NEW YORK (AP) — Syracuse has joined with Chicago and a pair of other cities to sue the federal government on Wednesday in what they say is an attempt to stop the proliferation of easy-to-assemble guns that require no serial numbers or background checks.
The lawsuit, filed in Manhattan federal court, asks a judge to compel the government from letting gun parts that can easily be converted to functioning weapons be distributed without restrictions.
The lawsuit was brought against the Justice Department and the Bureau of Alcohol, Tobacco, Firearms and Explosives by the cities of Syracuse; Chicago; Columbia, S.C.; and San Jose, Calif. — along with a group calling itself Everytown for Gun Safety. A message seeking comment was sent to the Justice Department. ATF spokesperson Andre R. Miller said the agency doesn’t comment on litigation.

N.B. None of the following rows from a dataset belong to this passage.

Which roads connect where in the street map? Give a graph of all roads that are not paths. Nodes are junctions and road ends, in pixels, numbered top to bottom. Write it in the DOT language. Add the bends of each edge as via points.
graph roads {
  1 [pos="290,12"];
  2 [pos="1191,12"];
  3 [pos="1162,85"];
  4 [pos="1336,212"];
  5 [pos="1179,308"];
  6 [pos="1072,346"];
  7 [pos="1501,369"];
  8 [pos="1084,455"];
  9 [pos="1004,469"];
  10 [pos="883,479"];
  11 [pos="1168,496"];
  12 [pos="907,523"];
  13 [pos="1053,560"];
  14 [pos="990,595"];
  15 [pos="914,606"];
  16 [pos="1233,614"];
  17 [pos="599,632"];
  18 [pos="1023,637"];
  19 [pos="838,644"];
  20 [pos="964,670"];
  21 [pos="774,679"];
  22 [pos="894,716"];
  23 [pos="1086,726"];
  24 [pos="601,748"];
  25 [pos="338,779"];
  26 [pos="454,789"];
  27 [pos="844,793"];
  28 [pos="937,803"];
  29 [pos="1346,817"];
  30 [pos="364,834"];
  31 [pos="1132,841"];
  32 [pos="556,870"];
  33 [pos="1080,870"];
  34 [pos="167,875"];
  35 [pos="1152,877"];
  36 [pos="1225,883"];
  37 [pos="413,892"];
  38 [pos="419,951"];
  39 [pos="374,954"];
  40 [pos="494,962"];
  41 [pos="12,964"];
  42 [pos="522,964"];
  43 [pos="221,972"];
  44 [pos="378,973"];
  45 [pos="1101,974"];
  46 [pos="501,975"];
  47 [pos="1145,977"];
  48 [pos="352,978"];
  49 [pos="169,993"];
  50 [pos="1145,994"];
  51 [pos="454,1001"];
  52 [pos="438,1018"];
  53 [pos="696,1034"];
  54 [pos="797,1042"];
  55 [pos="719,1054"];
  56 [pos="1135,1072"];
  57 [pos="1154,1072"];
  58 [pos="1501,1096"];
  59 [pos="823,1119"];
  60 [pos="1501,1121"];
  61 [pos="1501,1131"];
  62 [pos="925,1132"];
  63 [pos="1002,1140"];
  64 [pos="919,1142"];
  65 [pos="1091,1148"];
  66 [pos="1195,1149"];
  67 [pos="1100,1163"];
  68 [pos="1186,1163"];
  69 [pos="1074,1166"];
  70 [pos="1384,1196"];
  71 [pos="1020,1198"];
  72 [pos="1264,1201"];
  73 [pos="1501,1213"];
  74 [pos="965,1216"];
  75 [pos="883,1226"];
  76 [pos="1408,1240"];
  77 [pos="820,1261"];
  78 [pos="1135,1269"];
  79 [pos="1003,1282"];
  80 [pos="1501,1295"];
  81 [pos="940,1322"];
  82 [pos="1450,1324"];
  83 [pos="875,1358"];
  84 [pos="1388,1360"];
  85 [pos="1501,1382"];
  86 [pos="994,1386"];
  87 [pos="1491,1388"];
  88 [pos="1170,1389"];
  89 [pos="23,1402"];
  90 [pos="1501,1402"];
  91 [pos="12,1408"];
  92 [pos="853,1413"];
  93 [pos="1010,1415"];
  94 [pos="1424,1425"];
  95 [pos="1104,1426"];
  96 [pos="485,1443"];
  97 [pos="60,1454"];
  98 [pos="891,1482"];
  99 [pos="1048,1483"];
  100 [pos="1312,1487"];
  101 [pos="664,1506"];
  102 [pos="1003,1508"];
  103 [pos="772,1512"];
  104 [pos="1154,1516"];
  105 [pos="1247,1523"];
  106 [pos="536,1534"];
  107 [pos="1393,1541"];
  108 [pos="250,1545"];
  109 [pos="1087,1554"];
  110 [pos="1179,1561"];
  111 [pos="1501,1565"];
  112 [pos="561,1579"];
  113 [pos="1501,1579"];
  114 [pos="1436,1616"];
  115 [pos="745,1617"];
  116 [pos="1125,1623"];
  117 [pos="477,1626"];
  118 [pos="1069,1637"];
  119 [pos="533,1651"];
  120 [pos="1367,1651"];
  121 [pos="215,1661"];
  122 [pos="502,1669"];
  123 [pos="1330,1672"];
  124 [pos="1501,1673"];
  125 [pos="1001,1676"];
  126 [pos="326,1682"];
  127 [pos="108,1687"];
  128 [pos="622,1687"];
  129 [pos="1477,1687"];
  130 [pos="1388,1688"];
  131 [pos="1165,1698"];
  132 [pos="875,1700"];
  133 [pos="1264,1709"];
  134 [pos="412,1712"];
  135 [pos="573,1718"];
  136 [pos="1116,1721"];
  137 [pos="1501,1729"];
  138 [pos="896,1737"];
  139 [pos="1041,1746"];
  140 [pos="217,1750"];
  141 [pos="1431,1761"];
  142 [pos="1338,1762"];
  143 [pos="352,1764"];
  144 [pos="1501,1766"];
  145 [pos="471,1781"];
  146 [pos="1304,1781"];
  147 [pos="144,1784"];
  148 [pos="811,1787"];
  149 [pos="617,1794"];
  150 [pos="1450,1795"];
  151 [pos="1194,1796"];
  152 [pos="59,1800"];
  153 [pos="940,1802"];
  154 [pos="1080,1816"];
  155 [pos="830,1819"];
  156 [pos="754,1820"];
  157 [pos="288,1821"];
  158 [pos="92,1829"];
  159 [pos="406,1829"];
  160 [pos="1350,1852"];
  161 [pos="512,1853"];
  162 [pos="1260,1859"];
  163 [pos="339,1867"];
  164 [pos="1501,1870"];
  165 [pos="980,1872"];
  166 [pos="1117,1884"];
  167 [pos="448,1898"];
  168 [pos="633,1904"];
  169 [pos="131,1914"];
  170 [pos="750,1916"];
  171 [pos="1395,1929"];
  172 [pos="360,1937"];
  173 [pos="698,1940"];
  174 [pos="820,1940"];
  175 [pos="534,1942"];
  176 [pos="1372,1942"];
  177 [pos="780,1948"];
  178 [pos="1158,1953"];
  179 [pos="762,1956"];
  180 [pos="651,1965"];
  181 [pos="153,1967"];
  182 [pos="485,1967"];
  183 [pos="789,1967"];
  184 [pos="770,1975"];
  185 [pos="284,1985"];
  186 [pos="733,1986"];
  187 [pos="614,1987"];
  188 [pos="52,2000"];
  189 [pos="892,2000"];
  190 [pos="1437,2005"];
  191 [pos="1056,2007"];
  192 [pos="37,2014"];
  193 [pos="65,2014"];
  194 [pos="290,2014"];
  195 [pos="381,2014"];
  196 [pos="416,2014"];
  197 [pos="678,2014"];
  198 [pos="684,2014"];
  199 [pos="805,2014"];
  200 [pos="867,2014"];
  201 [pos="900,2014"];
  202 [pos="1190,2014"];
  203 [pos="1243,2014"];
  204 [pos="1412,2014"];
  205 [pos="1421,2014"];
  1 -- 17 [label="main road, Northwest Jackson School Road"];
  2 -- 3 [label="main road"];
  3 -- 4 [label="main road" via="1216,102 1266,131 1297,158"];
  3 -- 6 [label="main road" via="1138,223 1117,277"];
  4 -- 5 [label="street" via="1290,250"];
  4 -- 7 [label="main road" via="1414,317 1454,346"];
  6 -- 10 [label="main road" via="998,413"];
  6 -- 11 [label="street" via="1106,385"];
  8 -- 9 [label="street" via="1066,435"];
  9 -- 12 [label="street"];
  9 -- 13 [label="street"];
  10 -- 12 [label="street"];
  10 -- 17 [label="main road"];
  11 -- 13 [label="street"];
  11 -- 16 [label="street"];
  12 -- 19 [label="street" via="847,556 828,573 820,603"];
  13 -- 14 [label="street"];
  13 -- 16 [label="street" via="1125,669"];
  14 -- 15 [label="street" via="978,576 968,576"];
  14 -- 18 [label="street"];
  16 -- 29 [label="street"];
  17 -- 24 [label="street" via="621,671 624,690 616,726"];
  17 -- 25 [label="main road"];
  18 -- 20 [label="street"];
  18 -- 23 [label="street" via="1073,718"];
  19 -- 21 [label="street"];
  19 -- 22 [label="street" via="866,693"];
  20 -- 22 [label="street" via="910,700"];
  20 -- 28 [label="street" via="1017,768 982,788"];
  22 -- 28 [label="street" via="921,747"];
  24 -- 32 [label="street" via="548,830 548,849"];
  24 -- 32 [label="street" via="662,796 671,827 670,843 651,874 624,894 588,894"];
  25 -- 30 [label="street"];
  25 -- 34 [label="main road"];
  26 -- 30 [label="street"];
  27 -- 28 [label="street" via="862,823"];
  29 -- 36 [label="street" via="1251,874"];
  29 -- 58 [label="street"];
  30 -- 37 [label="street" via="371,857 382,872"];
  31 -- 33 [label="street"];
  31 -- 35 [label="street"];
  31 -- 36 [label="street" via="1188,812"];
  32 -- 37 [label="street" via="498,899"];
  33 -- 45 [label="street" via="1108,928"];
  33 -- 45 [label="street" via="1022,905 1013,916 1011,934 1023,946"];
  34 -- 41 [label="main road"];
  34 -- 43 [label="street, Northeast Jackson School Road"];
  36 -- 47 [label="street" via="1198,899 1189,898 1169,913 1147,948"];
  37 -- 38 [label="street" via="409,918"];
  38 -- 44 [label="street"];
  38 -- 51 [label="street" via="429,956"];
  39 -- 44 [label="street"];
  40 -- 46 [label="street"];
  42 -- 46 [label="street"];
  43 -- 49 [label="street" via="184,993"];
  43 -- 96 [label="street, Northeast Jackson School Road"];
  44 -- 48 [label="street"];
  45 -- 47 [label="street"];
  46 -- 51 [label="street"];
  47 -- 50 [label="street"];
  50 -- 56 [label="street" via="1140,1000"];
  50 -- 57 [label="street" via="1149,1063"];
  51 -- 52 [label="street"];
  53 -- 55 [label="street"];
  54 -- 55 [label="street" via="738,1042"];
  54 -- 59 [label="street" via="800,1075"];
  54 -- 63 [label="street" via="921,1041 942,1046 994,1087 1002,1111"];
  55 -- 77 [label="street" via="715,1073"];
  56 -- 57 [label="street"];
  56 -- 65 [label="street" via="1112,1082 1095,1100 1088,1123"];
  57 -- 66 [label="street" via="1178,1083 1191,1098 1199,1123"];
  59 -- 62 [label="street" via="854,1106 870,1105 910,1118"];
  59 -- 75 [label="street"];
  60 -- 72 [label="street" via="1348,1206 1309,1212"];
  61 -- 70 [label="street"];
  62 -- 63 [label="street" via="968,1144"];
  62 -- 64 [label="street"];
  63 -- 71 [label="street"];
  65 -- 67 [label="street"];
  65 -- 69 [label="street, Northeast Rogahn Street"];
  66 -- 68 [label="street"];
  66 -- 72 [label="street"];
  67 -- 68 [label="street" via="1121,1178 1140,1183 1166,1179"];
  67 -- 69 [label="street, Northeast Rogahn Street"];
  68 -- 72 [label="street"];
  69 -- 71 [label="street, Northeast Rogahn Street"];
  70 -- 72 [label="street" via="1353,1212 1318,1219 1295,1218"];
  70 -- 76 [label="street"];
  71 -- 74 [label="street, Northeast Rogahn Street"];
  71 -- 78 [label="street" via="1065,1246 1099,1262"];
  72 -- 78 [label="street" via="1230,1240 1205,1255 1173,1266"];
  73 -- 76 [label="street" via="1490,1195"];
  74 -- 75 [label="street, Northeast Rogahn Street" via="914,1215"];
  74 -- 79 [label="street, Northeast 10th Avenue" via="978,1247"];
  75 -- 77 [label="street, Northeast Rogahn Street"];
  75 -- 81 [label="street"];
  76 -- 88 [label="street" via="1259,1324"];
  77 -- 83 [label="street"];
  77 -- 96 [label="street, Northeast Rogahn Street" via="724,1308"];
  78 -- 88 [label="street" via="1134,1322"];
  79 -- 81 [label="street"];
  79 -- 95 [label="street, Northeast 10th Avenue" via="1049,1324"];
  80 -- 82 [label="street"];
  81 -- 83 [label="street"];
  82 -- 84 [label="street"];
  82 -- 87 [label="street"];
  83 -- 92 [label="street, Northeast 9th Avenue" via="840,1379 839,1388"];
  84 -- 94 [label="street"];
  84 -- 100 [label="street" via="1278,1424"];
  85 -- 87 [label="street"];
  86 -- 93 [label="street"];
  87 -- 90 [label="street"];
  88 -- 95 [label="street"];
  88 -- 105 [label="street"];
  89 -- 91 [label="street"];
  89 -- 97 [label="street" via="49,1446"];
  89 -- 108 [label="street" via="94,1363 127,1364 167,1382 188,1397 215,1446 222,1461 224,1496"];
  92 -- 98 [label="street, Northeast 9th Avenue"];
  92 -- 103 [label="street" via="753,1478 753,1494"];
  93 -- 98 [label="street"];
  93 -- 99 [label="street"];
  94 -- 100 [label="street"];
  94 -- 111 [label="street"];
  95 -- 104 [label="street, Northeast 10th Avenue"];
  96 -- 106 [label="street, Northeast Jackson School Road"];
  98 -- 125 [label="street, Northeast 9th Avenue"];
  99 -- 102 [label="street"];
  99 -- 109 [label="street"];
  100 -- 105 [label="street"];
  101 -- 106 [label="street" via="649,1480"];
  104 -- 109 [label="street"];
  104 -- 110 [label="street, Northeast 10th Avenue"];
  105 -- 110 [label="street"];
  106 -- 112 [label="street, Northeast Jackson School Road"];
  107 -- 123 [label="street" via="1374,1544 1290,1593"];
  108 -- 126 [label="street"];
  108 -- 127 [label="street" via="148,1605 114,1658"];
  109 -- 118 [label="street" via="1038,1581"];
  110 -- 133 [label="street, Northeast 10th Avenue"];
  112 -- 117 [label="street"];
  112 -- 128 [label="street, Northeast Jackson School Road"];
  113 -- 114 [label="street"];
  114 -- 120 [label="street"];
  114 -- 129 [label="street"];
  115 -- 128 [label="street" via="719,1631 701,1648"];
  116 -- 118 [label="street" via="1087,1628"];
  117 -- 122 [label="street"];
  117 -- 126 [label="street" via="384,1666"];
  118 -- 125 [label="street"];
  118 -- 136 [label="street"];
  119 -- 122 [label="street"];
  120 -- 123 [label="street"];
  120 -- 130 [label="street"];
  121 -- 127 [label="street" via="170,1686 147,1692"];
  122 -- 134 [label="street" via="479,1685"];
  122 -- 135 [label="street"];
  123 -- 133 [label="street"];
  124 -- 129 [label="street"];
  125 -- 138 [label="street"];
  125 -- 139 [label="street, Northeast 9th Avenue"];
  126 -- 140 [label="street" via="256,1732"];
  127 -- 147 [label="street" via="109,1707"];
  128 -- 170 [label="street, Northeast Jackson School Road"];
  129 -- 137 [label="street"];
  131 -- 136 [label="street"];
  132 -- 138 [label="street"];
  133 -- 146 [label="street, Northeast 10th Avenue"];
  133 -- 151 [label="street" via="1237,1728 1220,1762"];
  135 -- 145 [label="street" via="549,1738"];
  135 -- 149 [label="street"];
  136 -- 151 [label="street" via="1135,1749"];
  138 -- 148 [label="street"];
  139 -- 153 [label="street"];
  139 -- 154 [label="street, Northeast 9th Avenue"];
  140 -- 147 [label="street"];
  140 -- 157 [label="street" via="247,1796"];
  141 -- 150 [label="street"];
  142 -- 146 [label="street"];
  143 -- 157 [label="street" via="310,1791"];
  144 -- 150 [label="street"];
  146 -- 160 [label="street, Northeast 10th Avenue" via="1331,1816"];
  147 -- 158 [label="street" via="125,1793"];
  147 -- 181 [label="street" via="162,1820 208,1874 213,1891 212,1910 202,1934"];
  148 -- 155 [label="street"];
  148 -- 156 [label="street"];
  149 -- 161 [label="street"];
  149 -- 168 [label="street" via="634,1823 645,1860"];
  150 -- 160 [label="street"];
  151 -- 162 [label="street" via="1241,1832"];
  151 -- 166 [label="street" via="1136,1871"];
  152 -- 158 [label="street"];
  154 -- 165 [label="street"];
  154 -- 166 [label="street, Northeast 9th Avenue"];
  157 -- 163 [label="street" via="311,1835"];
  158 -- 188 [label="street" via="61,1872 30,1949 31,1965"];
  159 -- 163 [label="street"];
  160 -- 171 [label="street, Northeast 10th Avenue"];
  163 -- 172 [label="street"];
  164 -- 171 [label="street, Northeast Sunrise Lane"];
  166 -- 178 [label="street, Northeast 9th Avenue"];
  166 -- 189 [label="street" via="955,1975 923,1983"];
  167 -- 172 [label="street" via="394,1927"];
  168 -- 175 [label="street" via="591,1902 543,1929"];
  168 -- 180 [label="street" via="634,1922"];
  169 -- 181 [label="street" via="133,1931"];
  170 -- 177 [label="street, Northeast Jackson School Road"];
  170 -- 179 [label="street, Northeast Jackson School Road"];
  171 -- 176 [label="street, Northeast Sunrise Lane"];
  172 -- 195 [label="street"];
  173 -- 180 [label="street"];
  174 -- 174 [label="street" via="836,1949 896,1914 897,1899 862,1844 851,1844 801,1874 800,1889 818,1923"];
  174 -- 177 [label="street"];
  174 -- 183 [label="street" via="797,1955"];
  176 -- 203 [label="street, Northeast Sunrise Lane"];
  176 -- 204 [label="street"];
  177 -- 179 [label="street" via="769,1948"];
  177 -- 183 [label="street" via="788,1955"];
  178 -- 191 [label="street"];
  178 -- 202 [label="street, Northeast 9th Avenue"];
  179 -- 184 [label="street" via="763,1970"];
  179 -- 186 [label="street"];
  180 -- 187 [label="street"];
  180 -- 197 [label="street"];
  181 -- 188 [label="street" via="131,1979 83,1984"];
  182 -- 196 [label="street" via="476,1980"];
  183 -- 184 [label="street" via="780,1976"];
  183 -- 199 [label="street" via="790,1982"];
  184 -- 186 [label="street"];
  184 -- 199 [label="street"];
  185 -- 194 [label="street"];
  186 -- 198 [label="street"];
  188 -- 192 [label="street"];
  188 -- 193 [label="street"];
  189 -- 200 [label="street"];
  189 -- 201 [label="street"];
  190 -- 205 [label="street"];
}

The lawsuit alleges that sales of the so-called ghost guns have grown during the recent national unrest, including violence in a host of urban communities across the country. The lawsuit claims that the weapons contain no registration numbers that could be used to trace them and require no background checks for purchasers. Additionally, the cities claim in their lawsuit, that these weapons have increasingly have shown up at crime scenes.
“It’s simple – individuals with dangerous histories shouldn’t be able to order lethal weapons on the internet with a few quick clicks,” Chicago Mayor Lori Lightfoot said in a release.
San Jose Mayor Sam Liccardo said ghost guns have rapidly become the “weapon of choice for traffickers, abusers, and extremists.”
In January, attorneys general in 20 states and the District of Columbia sued the government in Seattle federal court over another form of a ghost gun as they sought to strike down a federal regulation that could allow blueprints for making guns on 3D printers to be posted on the internet.